The Word Count Example

Currently the only MapReduce implementation is in-memory and serial, but an implementation with parallelized map and reduce phases will be added.

from collections import Counter
import json
import re
import sys

from tinymr.memory import MemMapReduce


class WordCount(MemMapReduce):

    """
    The go-to MapReduce example.

    Don't worry, a better example is on its way:
    https://github.com/geowurster/tinymr/issues/11
    """

    # Counting word occurrence does not benefit from sorting post-map or
    # post-reduce and our `final_reducer()` doesn't care about key order
    # so we can disable sorting for a speed boost.
    sort_map = False
    sort_reduce = False
    sort_final_reduce = False

    def __init__(self):

        """
        Stash a regex to strip off punctuation so we can grab it later.
        """

        self.pattern = re.compile('[\W_]+')

    def mapper(self, line):

        """
        Take a line of text from the input file and figure out how many
        times each word appears.

        An alternative, simpler implementation would be:

            def mapper(self, item):
                for word in item.split():
                    word = self.pattern.sub('', word)
                    if word:
                        yield word.lower(), 1

        This simpler example is more straightforward, but holds more data
        in-memory.  The implementation below does more work per line but
        potentially has a smaller memory footprint.  Like anything
        MapReduce the implementation benefits greatly from knowing a lot
        about the input data.
        """

        # Normalize all words to lowercase
        line = line.lower().strip()

        # Strip off punctuation
        line = [self.pattern.sub('', word) for word in line]

        # Filter out empty strings
        line = filter(lambda x: x != '', line)

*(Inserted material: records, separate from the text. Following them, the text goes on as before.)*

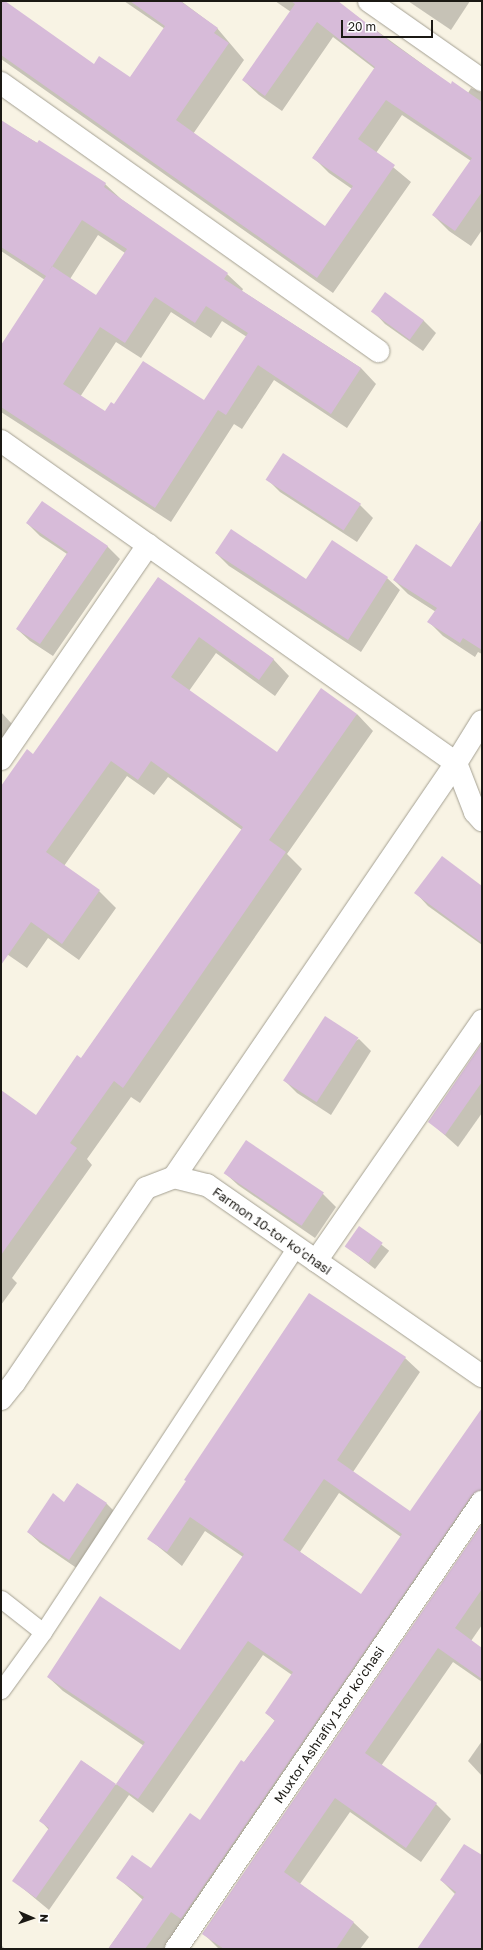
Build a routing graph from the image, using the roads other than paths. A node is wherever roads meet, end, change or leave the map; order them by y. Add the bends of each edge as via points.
1 (369, 1) edge
2 (482, 80) edge
3 (1, 83) edge
4 (378, 351) dead end
5 (1, 441) edge
6 (148, 545) junction
7 (482, 721) edge
8 (1, 759) edge
9 (456, 763) junction
10 (482, 820) edge
11 (482, 1021) edge
12 (174, 1177) junction
13 (296, 1247) junction
14 (316, 1261) junction
15 (482, 1376) edge
16 (1, 1399) edge
17 (482, 1502) edge
18 (1, 1599) edge
19 (43, 1632) junction
20 (1, 1690) edge
21 (176, 1949) edge

1 - 2 street
3 - 4 street
5 - 6 street
6 - 8 street
6 - 9 street
7 - 9 street
9 - 10 street via 476,812
9 - 12 street
11 - 14 street
12 - 13 street, Farmon 10-tor koʻchasi via 207,1185
12 - 16 street via 146,1188
13 - 14 street, Farmon 10-tor koʻchasi
13 - 19 lane
14 - 15 street, Farmon 10-tor koʻchasi
17 - 21 street, Muxtor Ashrafiy 1-tor koʻchasi
18 - 19 lane
19 - 20 lane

        # Return an iterable of `(word, count)` pairs
        return Counter(line).items()

    def reducer(self, key, values):

        """
        Just sum the number of times each word appears in the entire
        dataset.

        At this phase `key` is a word and `values` is an iterable producing
        all of the values for that word from the map phase.  Something like:

            key = 'the'
            values = (1, 1, 2, 2, 1)

        The word `the` appeared once on 3 lines and twice on two lines for
        a total of `7` occurrences, so we yield:

            ('the', 7)
        """

        yield key, sum(values)

    def output(self, pairs):

        """
        Normally this phase is where the final dataset is written to disk,
        but since we're operating in-memory we just want to re-structure as
        a dictionary.

        `pairs` is an iterator producing `(key, iter(values))` tuples from
        the reduce phase, and since we know that we only produced one key
        from each reduce we want to extract it for easier access later.
        """

        return {k: tuple(v)[0] for k, v in pairs}


wc = WordCount()
with open('LICENSE.txt') as f:
    out = wc(f)
    print(json.dumps(out, indent=4, sort_keys=True))

Truncated output:

{
    "a": 1,
    "above": 2,
    "advised": 1,
    "all": 1,
    "and": 8,
    "andor": 1
}

Word Count Workflow

Internally, the workflow looks like this:

Input data:

$ head -10 LICENSE.txt

New BSD License

Copyright (c) 2015, Kevin D. Wurster
All rights reserved.

Redistribution and use in source and binary forms, with or without
modification, are permitted provided that the following conditions are met:

* Redistributions of source code must retain the above copyright notice, this
  list of conditions and the following disclaimer.

Map

Count occurrences of each word in every line.

# Input line
line = 'Copyright (c) 2015, Kevin D. Wurster'

# Sanitized words
words = ['Copyright', 'c', '2015', 'Kevin', 'D', 'Wurster']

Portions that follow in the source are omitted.